Return the records that follow, unchanged and complete.
* * * *
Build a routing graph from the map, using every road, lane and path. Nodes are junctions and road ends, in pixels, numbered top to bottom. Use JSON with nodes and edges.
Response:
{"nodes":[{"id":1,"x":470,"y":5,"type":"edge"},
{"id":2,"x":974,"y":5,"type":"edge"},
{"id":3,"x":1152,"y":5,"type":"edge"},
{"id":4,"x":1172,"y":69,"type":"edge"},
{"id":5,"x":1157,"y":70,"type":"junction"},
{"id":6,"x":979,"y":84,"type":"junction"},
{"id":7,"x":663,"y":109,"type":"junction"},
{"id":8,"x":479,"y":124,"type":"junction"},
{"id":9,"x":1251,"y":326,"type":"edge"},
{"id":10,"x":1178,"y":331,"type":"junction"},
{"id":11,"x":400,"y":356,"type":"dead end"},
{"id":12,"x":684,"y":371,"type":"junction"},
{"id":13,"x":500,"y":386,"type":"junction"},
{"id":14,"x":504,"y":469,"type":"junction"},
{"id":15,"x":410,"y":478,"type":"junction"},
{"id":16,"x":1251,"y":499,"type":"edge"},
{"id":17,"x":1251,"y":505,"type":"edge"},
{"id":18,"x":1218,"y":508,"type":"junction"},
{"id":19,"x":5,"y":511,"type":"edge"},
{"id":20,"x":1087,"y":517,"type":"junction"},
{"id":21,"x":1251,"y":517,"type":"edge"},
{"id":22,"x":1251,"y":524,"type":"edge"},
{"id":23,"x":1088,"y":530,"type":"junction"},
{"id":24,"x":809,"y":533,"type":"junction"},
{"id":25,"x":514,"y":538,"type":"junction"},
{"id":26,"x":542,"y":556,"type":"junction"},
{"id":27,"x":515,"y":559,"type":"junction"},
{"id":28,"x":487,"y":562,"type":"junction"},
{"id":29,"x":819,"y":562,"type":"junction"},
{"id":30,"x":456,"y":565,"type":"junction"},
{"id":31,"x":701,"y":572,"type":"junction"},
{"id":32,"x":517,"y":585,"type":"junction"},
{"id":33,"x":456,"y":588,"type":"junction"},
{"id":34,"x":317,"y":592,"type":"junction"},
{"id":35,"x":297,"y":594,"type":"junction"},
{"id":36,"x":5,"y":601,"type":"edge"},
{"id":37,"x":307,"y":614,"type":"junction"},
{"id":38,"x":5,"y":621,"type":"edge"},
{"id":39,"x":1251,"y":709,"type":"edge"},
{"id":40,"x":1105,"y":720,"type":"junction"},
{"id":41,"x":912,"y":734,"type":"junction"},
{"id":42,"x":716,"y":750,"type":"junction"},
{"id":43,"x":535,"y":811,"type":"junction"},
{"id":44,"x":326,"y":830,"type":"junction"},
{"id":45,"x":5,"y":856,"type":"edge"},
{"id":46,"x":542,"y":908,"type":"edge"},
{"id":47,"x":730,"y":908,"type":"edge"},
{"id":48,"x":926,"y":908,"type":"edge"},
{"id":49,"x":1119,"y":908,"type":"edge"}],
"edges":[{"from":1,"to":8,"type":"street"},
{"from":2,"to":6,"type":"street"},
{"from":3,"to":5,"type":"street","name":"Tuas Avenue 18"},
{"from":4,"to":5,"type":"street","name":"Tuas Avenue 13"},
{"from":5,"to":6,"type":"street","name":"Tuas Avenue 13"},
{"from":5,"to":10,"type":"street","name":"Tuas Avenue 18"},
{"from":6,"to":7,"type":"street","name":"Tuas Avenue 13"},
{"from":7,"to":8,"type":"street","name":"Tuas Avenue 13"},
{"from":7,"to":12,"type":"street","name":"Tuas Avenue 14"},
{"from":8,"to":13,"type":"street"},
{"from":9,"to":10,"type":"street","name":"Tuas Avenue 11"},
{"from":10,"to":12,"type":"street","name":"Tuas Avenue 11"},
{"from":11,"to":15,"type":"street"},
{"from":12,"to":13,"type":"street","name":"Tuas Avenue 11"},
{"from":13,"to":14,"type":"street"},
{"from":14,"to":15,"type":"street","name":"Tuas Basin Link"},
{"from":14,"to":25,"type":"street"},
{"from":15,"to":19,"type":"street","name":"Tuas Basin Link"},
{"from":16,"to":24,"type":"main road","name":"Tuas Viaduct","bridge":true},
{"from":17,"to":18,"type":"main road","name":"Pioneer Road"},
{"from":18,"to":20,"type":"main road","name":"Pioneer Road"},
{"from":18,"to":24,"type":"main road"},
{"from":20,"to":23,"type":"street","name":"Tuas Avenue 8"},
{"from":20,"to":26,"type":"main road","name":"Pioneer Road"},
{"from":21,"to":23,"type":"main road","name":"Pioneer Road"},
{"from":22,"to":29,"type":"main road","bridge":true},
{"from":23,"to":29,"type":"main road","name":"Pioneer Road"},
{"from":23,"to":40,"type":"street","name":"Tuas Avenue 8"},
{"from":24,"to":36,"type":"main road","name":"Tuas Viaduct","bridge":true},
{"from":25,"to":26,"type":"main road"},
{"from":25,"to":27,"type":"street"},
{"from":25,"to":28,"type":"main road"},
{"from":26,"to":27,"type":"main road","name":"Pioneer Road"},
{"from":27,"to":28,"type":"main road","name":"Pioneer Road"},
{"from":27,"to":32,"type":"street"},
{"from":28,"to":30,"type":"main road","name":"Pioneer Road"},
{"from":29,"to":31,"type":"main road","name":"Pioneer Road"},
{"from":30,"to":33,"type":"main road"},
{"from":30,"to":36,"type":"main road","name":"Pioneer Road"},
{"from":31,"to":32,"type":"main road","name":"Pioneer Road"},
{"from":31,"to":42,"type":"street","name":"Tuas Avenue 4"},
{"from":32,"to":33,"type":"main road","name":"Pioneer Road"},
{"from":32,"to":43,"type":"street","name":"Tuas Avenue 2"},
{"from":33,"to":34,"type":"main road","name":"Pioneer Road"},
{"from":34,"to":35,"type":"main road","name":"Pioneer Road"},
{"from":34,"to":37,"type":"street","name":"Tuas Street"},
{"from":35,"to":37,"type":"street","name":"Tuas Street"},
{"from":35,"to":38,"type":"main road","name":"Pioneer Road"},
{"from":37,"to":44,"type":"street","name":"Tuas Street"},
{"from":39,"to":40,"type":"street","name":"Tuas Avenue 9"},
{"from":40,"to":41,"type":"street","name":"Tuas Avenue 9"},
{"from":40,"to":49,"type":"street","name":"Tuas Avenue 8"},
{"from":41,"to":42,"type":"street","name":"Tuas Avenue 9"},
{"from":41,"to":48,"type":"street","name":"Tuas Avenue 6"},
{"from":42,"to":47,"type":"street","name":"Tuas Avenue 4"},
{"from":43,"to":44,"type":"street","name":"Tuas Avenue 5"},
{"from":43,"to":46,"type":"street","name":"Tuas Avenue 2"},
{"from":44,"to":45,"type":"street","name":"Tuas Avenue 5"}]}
* * * *
» TASK ANSWER
Build a routing graph from the map, using every road, lane and path. Nodes are junctions and road ends, in pixels, numbered top to bottom. Use JSON with nodes and edges.
Response:
{"nodes":[{"id":1,"x":470,"y":5,"type":"edge"},
{"id":2,"x":974,"y":5,"type":"edge"},
{"id":3,"x":1152,"y":5,"type":"edge"},
{"id":4,"x":1172,"y":69,"type":"edge"},
{"id":5,"x":1157,"y":70,"type":"junction"},
{"id":6,"x":979,"y":84,"type":"junction"},
{"id":7,"x":663,"y":109,"type":"junction"},
{"id":8,"x":479,"y":124,"type":"junction"},
{"id":9,"x":1251,"y":326,"type":"edge"},
{"id":10,"x":1178,"y":331,"type":"junction"},
{"id":11,"x":400,"y":356,"type":"dead end"},
{"id":12,"x":684,"y":371,"type":"junction"},
{"id":13,"x":500,"y":386,"type":"junction"},
{"id":14,"x":504,"y":469,"type":"junction"},
{"id":15,"x":410,"y":478,"type":"junction"},
{"id":16,"x":1251,"y":499,"type":"edge"},
{"id":17,"x":1251,"y":505,"type":"edge"},
{"id":18,"x":1218,"y":508,"type":"junction"},
{"id":19,"x":5,"y":511,"type":"edge"},
{"id":20,"x":1087,"y":517,"type":"junction"},
{"id":21,"x":1251,"y":517,"type":"edge"},
{"id":22,"x":1251,"y":524,"type":"edge"},
{"id":23,"x":1088,"y":530,"type":"junction"},
{"id":24,"x":809,"y":533,"type":"junction"},
{"id":25,"x":514,"y":538,"type":"junction"},
{"id":26,"x":542,"y":556,"type":"junction"},
{"id":27,"x":515,"y":559,"type":"junction"},
{"id":28,"x":487,"y":562,"type":"junction"},
{"id":29,"x":819,"y":562,"type":"junction"},
{"id":30,"x":456,"y":565,"type":"junction"},
{"id":31,"x":701,"y":572,"type":"junction"},
{"id":32,"x":517,"y":585,"type":"junction"},
{"id":33,"x":456,"y":588,"type":"junction"},
{"id":34,"x":317,"y":592,"type":"junction"},
{"id":35,"x":297,"y":594,"type":"junction"},
{"id":36,"x":5,"y":601,"type":"edge"},
{"id":37,"x":307,"y":614,"type":"junction"},
{"id":38,"x":5,"y":621,"type":"edge"},
{"id":39,"x":1251,"y":709,"type":"edge"},
{"id":40,"x":1105,"y":720,"type":"junction"},
{"id":41,"x":912,"y":734,"type":"junction"},
{"id":42,"x":716,"y":750,"type":"junction"},
{"id":43,"x":535,"y":811,"type":"junction"},
{"id":44,"x":326,"y":830,"type":"junction"},
{"id":45,"x":5,"y":856,"type":"edge"},
{"id":46,"x":542,"y":908,"type":"edge"},
{"id":47,"x":730,"y":908,"type":"edge"},
{"id":48,"x":926,"y":908,"type":"edge"},
{"id":49,"x":1119,"y":908,"type":"edge"}],
"edges":[{"from":1,"to":8,"type":"street"},
{"from":2,"to":6,"type":"street"},
{"from":3,"to":5,"type":"street","name":"Tuas Avenue 18"},
{"from":4,"to":5,"type":"street","name":"Tuas Avenue 13"},
{"from":5,"to":6,"type":"street","name":"Tuas Avenue 13"},
{"from":5,"to":10,"type":"street","name":"Tuas Avenue 18"},
{"from":6,"to":7,"type":"street","name":"Tuas Avenue 13"},
{"from":7,"to":8,"type":"street","name":"Tuas Avenue 13"},
{"from":7,"to":12,"type":"street","name":"Tuas Avenue 14"},
{"from":8,"to":13,"type":"street"},
{"from":9,"to":10,"type":"street","name":"Tuas Avenue 11"},
{"from":10,"to":12,"type":"street","name":"Tuas Avenue 11"},
{"from":11,"to":15,"type":"street"},
{"from":12,"to":13,"type":"street","name":"Tuas Avenue 11"},
{"from":13,"to":14,"type":"street"},
{"from":14,"to":15,"type":"street","name":"Tuas Basin Link"},
{"from":14,"to":25,"type":"street"},
{"from":15,"to":19,"type":"street","name":"Tuas Basin Link"},
{"from":16,"to":24,"type":"main road","name":"Tuas Viaduct","bridge":true},
{"from":17,"to":18,"type":"main road","name":"Pioneer Road"},
{"from":18,"to":20,"type":"main road","name":"Pioneer Road"},
{"from":18,"to":24,"type":"main road"},
{"from":20,"to":23,"type":"street","name":"Tuas Avenue 8"},
{"from":20,"to":26,"type":"main road","name":"Pioneer Road"},
{"from":21,"to":23,"type":"main road","name":"Pioneer Road"},
{"from":22,"to":29,"type":"main road","bridge":true},
{"from":23,"to":29,"type":"main road","name":"Pioneer Road"},
{"from":23,"to":40,"type":"street","name":"Tuas Avenue 8"},
{"from":24,"to":36,"type":"main road","name":"Tuas Viaduct","bridge":true},
{"from":25,"to":26,"type":"main road"},
{"from":25,"to":27,"type":"street"},
{"from":25,"to":28,"type":"main road"},
{"from":26,"to":27,"type":"main road","name":"Pioneer Road"},
{"from":27,"to":28,"type":"main road","name":"Pioneer Road"},
{"from":27,"to":32,"type":"street"},
{"from":28,"to":30,"type":"main road","name":"Pioneer Road"},
{"from":29,"to":31,"type":"main road","name":"Pioneer Road"},
{"from":30,"to":33,"type":"main road"},
{"from":30,"to":36,"type":"main road","name":"Pioneer Road"},
{"from":31,"to":32,"type":"main road","name":"Pioneer Road"},
{"from":31,"to":42,"type":"street","name":"Tuas Avenue 4"},
{"from":32,"to":33,"type":"main road","name":"Pioneer Road"},
{"from":32,"to":43,"type":"street","name":"Tuas Avenue 2"},
{"from":33,"to":34,"type":"main road","name":"Pioneer Road"},
{"from":34,"to":35,"type":"main road","name":"Pioneer Road"},
{"from":34,"to":37,"type":"street","name":"Tuas Street"},
{"from":35,"to":37,"type":"street","name":"Tuas Street"},
{"from":35,"to":38,"type":"main road","name":"Pioneer Road"},
{"from":37,"to":44,"type":"street","name":"Tuas Street"},
{"from":39,"to":40,"type":"street","name":"Tuas Avenue 9"},
{"from":40,"to":41,"type":"street","name":"Tuas Avenue 9"},
{"from":40,"to":49,"type":"street","name":"Tuas Avenue 8"},
{"from":41,"to":42,"type":"street","name":"Tuas Avenue 9"},
{"from":41,"to":48,"type":"street","name":"Tuas Avenue 6"},
{"from":42,"to":47,"type":"street","name":"Tuas Avenue 4"},
{"from":43,"to":44,"type":"street","name":"Tuas Avenue 5"},
{"from":43,"to":46,"type":"street","name":"Tuas Avenue 2"},
{"from":44,"to":45,"type":"street","name":"Tuas Avenue 5"}]}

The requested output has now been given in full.